--- STUDY MATERIAL Enclosed Below ---

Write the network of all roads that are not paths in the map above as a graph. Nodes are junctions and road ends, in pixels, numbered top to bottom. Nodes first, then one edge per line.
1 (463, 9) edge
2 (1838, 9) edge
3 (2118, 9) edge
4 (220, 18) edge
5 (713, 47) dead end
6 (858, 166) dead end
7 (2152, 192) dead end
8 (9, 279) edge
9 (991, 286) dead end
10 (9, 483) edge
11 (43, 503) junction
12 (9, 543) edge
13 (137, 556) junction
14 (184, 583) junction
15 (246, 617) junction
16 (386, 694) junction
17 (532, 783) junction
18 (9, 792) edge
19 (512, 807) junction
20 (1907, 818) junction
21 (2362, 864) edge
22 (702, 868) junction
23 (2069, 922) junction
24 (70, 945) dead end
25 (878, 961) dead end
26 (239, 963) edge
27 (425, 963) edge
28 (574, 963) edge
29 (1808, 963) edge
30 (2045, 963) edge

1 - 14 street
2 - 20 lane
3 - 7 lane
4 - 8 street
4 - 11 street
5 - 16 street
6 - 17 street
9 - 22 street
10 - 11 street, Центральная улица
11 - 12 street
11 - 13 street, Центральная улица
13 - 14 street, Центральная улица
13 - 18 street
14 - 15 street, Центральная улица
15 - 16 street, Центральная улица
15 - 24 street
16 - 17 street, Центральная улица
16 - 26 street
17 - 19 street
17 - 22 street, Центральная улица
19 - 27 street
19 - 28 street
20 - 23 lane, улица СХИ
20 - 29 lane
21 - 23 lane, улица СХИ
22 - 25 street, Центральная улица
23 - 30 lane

--- End of Enclosed STUDY MATERIAL ---

- WORK TO COMPLETE: Retype all the material exactly, missing nothing.

- EXERCISE SOLUTION:
Write the network of all roads that are not paths in the map above as a graph. Nodes are junctions and road ends, in pixels, numbered top to bottom. Nodes first, then one edge per line.
1 (463, 9) edge
2 (1838, 9) edge
3 (2118, 9) edge
4 (220, 18) edge
5 (713, 47) dead end
6 (858, 166) dead end
7 (2152, 192) dead end
8 (9, 279) edge
9 (991, 286) dead end
10 (9, 483) edge
11 (43, 503) junction
12 (9, 543) edge
13 (137, 556) junction
14 (184, 583) junction
15 (246, 617) junction
16 (386, 694) junction
17 (532, 783) junction
18 (9, 792) edge
19 (512, 807) junction
20 (1907, 818) junction
21 (2362, 864) edge
22 (702, 868) junction
23 (2069, 922) junction
24 (70, 945) dead end
25 (878, 961) dead end
26 (239, 963) edge
27 (425, 963) edge
28 (574, 963) edge
29 (1808, 963) edge
30 (2045, 963) edge

1 - 14 street
2 - 20 lane
3 - 7 lane
4 - 8 street
4 - 11 street
5 - 16 street
6 - 17 street
9 - 22 street
10 - 11 street, Центральная улица
11 - 12 street
11 - 13 street, Центральная улица
13 - 14 street, Центральная улица
13 - 18 street
14 - 15 street, Центральная улица
15 - 16 street, Центральная улица
15 - 24 street
16 - 17 street, Центральная улица
16 - 26 street
17 - 19 street
17 - 22 street, Центральная улица
19 - 27 street
19 - 28 street
20 - 23 lane, улица СХИ
20 - 29 lane
21 - 23 lane, улица СХИ
22 - 25 street, Центральная улица
23 - 30 lane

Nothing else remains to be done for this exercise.